The authors explain that as AI systems start acting and making decisions on their own, the old ways of controlling who can do what (authorization) don't work well anymore. They propose a new framework that lets AI agents pass on permissions, work together, and limit their access in smarter ways. Their approach treats permission sharing more like a contract with clear rules, not just simple tokens, and can be added on top of existing systems. They back up their ideas with formal proofs and tests to show it can help keep AI actions accountable and secure.

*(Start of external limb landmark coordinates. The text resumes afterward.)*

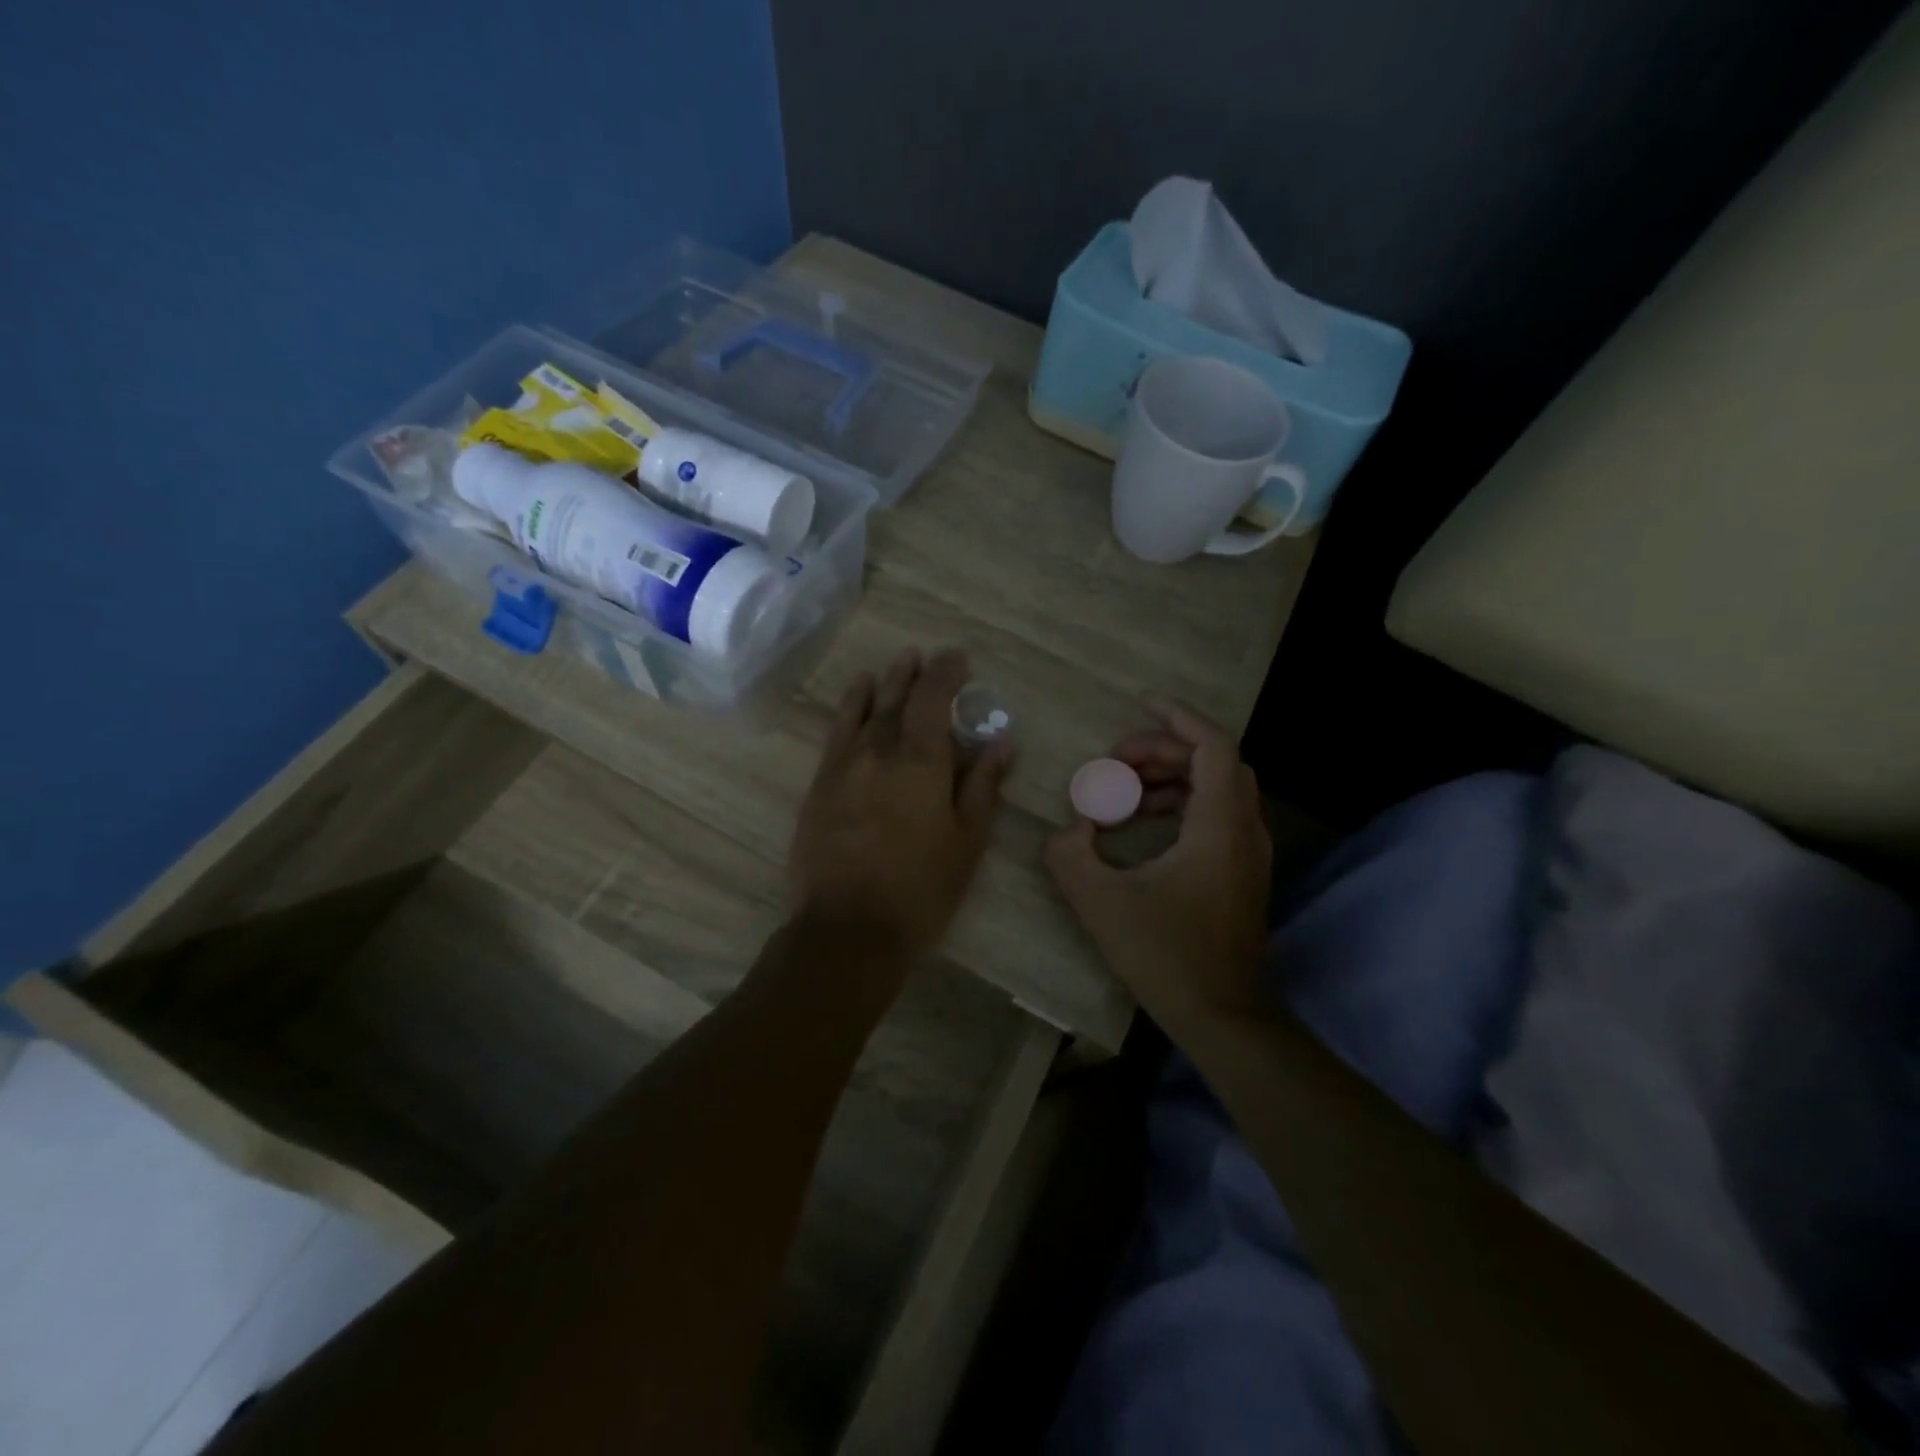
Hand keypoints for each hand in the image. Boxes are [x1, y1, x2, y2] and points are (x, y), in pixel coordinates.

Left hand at [789, 647, 1011, 959]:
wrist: (848, 929)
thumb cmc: (921, 889)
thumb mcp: (966, 842)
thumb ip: (982, 787)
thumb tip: (1001, 743)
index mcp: (921, 762)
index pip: (934, 699)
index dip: (947, 673)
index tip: (959, 658)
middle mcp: (879, 751)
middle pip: (898, 699)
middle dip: (914, 674)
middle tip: (926, 656)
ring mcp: (844, 766)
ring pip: (865, 711)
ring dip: (883, 684)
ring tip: (895, 665)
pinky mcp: (820, 785)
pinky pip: (836, 733)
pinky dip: (849, 709)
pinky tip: (856, 698)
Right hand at [1044, 697, 1271, 1028]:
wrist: (1222, 1016)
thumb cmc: (1166, 955)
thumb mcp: (1101, 902)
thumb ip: (1070, 855)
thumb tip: (1069, 830)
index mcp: (1219, 826)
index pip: (1212, 745)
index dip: (1177, 717)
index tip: (1140, 704)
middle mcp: (1244, 829)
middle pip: (1214, 761)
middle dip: (1164, 748)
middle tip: (1117, 758)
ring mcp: (1249, 852)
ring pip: (1218, 787)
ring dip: (1173, 775)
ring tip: (1125, 787)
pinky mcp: (1242, 872)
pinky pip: (1217, 814)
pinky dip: (1182, 802)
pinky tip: (1146, 821)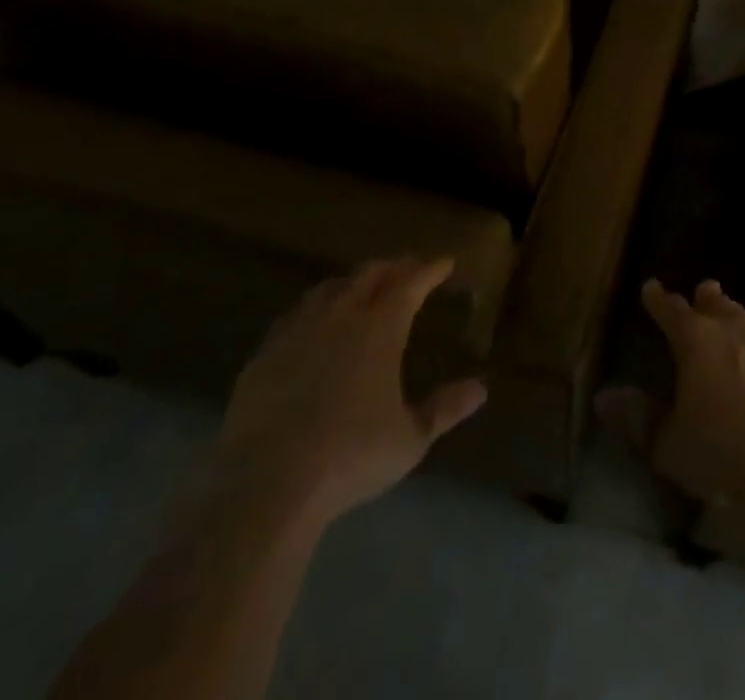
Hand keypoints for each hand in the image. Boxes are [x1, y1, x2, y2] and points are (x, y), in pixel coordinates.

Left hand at [213, 258, 487, 530]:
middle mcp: (341, 316)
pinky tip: (312, 323)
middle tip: (408, 268)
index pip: (411, 283)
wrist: (267, 484)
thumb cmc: (351, 456)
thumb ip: (445, 409)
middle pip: (370, 274)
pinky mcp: (264, 355)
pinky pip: (295, 315)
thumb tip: (480, 388)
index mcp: (380, 328)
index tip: (445, 262)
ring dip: (352, 281)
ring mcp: (298, 331)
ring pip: (329, 288)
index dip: (430, 269)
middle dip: (393, 266)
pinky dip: (314, 308)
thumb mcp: (410, 439)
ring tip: (362, 287)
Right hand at [597, 279, 744, 506]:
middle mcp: (734, 328)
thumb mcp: (668, 444)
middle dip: (706, 299)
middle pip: (717, 304)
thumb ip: (637, 417)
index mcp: (696, 340)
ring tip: (735, 330)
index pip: (671, 309)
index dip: (659, 299)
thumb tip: (602, 398)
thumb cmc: (721, 454)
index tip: (651, 288)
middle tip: (703, 293)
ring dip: (739, 324)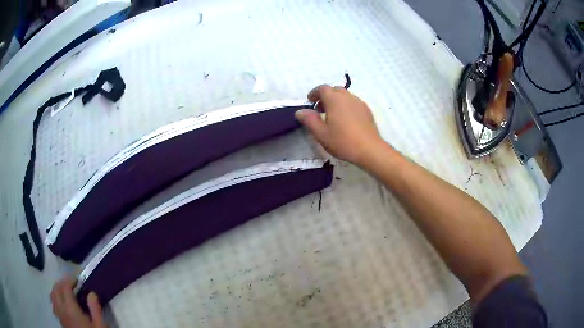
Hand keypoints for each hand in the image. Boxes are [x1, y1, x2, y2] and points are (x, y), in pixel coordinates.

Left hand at [50, 277, 105, 327]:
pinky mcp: (60, 322)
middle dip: (62, 283)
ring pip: (52, 296)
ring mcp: (59, 315)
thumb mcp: (100, 326)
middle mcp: (61, 309)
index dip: (70, 280)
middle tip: (72, 284)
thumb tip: (91, 293)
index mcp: (70, 309)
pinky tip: (63, 304)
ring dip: (57, 290)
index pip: (65, 287)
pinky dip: (56, 299)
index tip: (77, 279)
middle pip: (56, 289)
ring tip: (66, 292)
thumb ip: (95, 309)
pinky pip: (54, 305)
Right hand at [295, 85, 383, 165]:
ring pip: (345, 96)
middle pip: (334, 90)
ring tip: (332, 116)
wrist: (369, 149)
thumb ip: (309, 120)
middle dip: (325, 97)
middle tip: (320, 110)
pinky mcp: (367, 110)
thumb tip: (300, 111)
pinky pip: (353, 103)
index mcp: (335, 99)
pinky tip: (345, 121)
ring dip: (336, 101)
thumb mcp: (321, 133)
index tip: (310, 101)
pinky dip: (346, 106)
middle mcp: (347, 97)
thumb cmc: (343, 141)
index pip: (322, 88)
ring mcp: (359, 103)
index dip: (314, 93)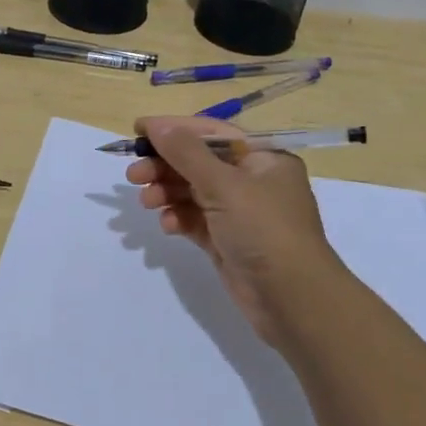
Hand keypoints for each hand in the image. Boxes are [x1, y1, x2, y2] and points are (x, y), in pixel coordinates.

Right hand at [127, 115, 342, 342]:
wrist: (292, 299)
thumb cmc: (264, 229)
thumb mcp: (224, 185)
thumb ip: (186, 153)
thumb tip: (157, 125)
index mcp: (263, 158)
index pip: (212, 133)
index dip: (175, 129)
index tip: (138, 130)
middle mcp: (253, 181)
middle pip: (199, 163)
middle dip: (165, 166)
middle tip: (133, 175)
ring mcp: (240, 213)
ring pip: (194, 193)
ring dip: (167, 193)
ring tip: (146, 202)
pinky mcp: (228, 241)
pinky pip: (196, 221)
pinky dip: (179, 219)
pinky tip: (167, 225)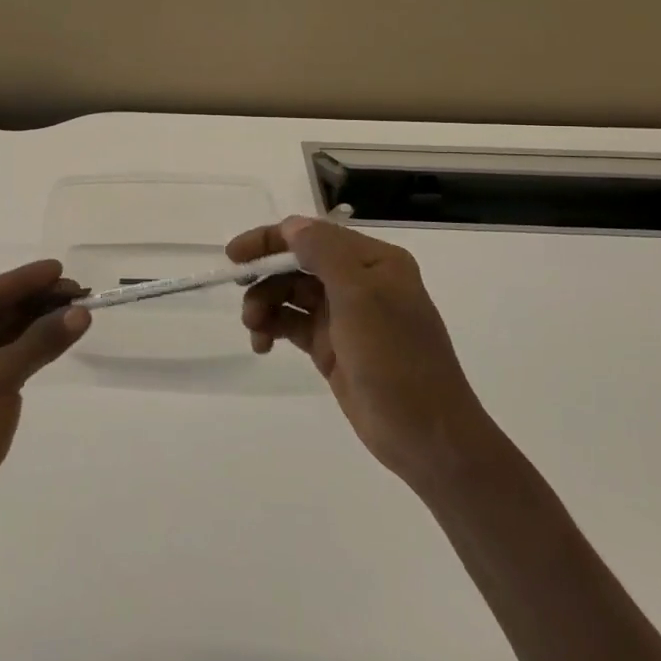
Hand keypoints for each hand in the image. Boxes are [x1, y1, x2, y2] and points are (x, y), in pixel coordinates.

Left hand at [0, 259, 89, 544]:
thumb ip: (39, 342)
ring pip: (0, 339)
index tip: (59, 269)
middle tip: (77, 294)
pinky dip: (28, 352)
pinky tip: (55, 341)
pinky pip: (3, 363)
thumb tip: (79, 314)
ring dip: (35, 326)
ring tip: (75, 313)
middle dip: (34, 303)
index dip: (23, 281)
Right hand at [227, 217, 490, 493]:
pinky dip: (273, 329)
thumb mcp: (360, 297)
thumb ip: (324, 254)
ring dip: (265, 304)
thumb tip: (291, 226)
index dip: (271, 240)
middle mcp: (359, 281)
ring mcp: (345, 316)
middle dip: (266, 275)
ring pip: (290, 295)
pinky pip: (292, 325)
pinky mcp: (332, 346)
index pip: (313, 235)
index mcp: (374, 261)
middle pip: (298, 264)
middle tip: (238, 289)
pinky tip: (262, 345)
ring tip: (254, 328)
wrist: (425, 434)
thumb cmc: (394, 358)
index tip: (235, 254)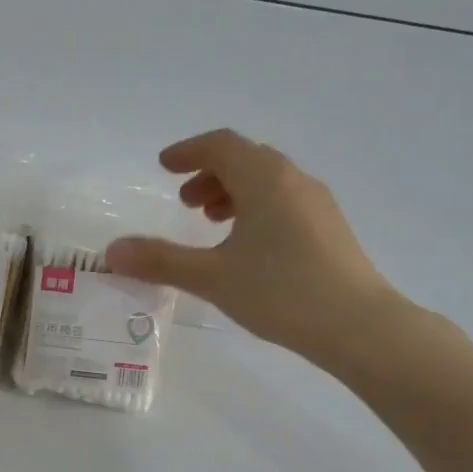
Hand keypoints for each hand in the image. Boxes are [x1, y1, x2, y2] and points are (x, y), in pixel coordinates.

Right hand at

Agentic AIAuthorizationDelegationIdentity and Access Management (IAM)OAuth 2.0Recursive delegationResource scope attenuationAccess controlCompositional governance frameworkAccountability
Authors
Amjad Ibrahim, Yong Li
Abstract
As AI systems evolve from passive models into autonomous active agents capable of initiating actions, collaborating, and delegating tasks, the traditional boundaries of software systems blur. Traditional authorization and delegation frameworks, built around fixed principals, explicit requests, and static scopes, are insufficient to govern agentic systems. Agentic AI demands richer authorization semantics: agents must inherit and delegate permissions, act under time-limited authority, and coordinate through shared protocols. Existing Identity and Access Management (IAM) systems fail to fully capture this notion of agency, lacking mechanisms for recursive delegation, contextual boundaries, and dynamic scoping as executable governance primitives. Unlike access delegation standards such as OAuth 2.0, we treat delegation as a contractual term rather than merely a static token-based consent credential. This paper proposes a compositional governance framework that introduces primitives indispensable for agentic AI. We define types of delegation and their permissions and accountability implications, and we introduce a notion of resource scope attenuation to bound agentic access envelopes. These concepts are expressed as general relational definitions that can be composed into existing authorization domains (e.g., financial systems). To operationalize this composition, we define a compositional operator that overlays new agentic semantics, such as recursive delegation chains, onto existing relational policies without rewriting them. We substantiate this framework through formal proofs and empirical evaluation, showing that it provides a formal yet practical foundation for accountable authorization in agentic AI systems.